▶ _Your assignment_
Output each entry verbatim. Leave the images out.

──────── Material to process ────────

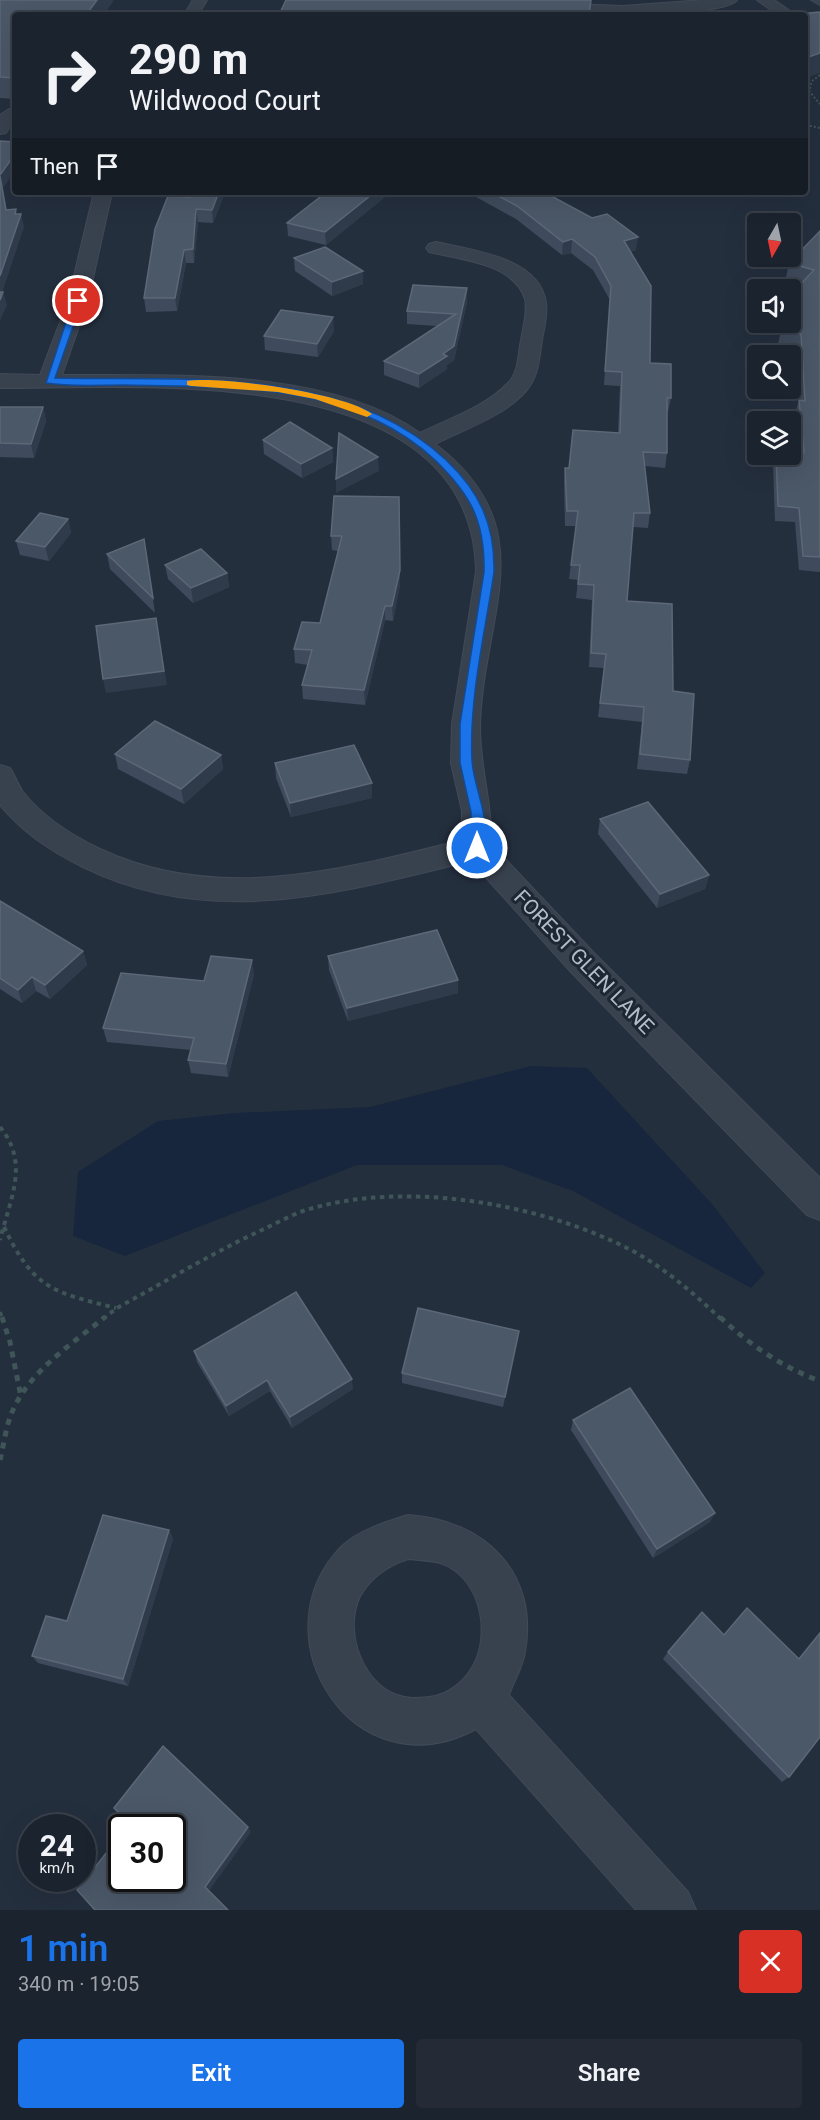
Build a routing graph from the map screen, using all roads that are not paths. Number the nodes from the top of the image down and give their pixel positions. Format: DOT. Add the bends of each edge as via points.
graph roads {
  1 [pos="730,0"];
  2 [pos="764,0"];
  3 [pos="529,6"];
  4 [pos="677,11"];
  5 [pos="609,12"];
  6 [pos="650,12"];
  7 [pos="784,12"];
  8 [pos="102,195"];
  9 [pos="436,248"];
  10 [pos="0,381"];
  11 [pos="49,381"];
  12 [pos="421,442"];
  13 [pos="0,775"];
  14 [pos="477,848"];
  15 [pos="820,1203"];
  16 [pos="480,1698"];
  17 [pos="670,1910"];
  1 -- 4 [label="street"];
  2 -- 7 [label="street"];
  3 -- 5 [label="street"];
  4 -- 6 [label="street"];
  8 -- 11 [label="street" via="78,301"];
  9 -- 12 [label="street" via="496,262 519,276 535,297 535,308 528,368 519,385 493,404"];
  10 -- 11 [label="street"];
  11 -- 12 [label="street" via="233,384 278,389 355,409"];
  12 -- 14 [label="street" via="461,480 475,501 490,548 466,724 466,763 477,812"];
  13 -- 14 [label="street" via="11,799 58,840 109,867 174,885 245,892 303,888"];
  14 -- 15 [label="street, FOREST GLEN LANE" via="583,963"];
  16 -- 17 [label="street"];
}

────────

▶ _Result for this task_
Build a routing graph from the map screen, using all roads that are not paths. Number the nodes from the top of the image down and give their pixel positions. Format: DOT. Add the bends of each edge as via points.
graph roads {
  1 [pos="730,0"];
  2 [pos="764,0"];
  3 [pos="529,6"];
  4 [pos="677,11"];
  5 [pos="609,12"];
  6 [pos="650,12"];
  7 [pos="784,12"];
  8 [pos="102,195"];
  9 [pos="436,248"];
  10 [pos="0,381"];
  11 [pos="49,381"];
  12 [pos="421,442"];
  13 [pos="0,775"];
  14 [pos="477,848"];
  15 [pos="820,1203"];
  16 [pos="480,1698"];
  17 [pos="670,1910"];
  1 -- 4 [label="street"];
  2 -- 7 [label="street"];
  3 -- 5 [label="street"];
  4 -- 6 [label="street"];
  8 -- 11 [label="street" via="78,301"];
  9 -- 12 [label="street" via="496,262 519,276 535,297 535,308 528,368 519,385 493,404"];
  10 -- 11 [label="street"];
  11 -- 12 [label="street" via="233,384 278,389 355,409"];
  12 -- 14 [label="street" via="461,480 475,501 490,548 466,724 466,763 477,812"];
  13 -- 14 [label="street" via="11,799 58,840 109,867 174,885 245,892 303,888"];
  14 -- 15 [label="street, FOREST GLEN LANE" via="583,963"];
  16 -- 17 [label="street"];
}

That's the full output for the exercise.